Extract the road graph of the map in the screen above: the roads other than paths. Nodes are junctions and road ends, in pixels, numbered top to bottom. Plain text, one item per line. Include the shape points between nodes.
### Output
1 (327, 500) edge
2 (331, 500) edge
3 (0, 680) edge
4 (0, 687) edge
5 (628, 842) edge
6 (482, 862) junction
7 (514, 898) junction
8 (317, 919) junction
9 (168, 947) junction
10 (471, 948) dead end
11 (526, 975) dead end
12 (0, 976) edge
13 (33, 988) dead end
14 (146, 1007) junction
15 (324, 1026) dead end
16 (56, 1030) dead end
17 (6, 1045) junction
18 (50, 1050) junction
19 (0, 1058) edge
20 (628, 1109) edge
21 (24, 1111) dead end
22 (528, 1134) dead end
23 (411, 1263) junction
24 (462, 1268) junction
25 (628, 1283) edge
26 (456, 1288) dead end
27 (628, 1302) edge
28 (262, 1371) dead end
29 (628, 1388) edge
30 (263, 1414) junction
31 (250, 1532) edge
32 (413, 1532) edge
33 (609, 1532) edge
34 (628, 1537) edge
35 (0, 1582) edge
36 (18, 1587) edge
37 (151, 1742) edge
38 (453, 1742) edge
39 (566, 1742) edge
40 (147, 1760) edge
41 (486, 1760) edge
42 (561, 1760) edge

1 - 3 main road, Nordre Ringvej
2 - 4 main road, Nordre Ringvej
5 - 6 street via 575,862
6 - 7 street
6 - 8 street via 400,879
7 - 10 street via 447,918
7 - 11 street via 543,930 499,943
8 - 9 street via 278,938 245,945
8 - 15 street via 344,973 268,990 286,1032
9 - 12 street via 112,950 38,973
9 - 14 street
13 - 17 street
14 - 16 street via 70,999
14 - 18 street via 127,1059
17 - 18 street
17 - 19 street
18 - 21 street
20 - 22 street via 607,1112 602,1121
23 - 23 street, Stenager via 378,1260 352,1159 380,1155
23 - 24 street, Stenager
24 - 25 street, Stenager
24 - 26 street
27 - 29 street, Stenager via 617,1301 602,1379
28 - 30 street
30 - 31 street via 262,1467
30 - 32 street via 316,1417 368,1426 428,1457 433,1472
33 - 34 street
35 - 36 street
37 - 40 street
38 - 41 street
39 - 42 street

Brief →
Each line that contains "Nordre" is to be copied from the listing above.

Answer box →
1 - 3 main road, Nordre Ringvej
2 - 4 main road, Nordre Ringvej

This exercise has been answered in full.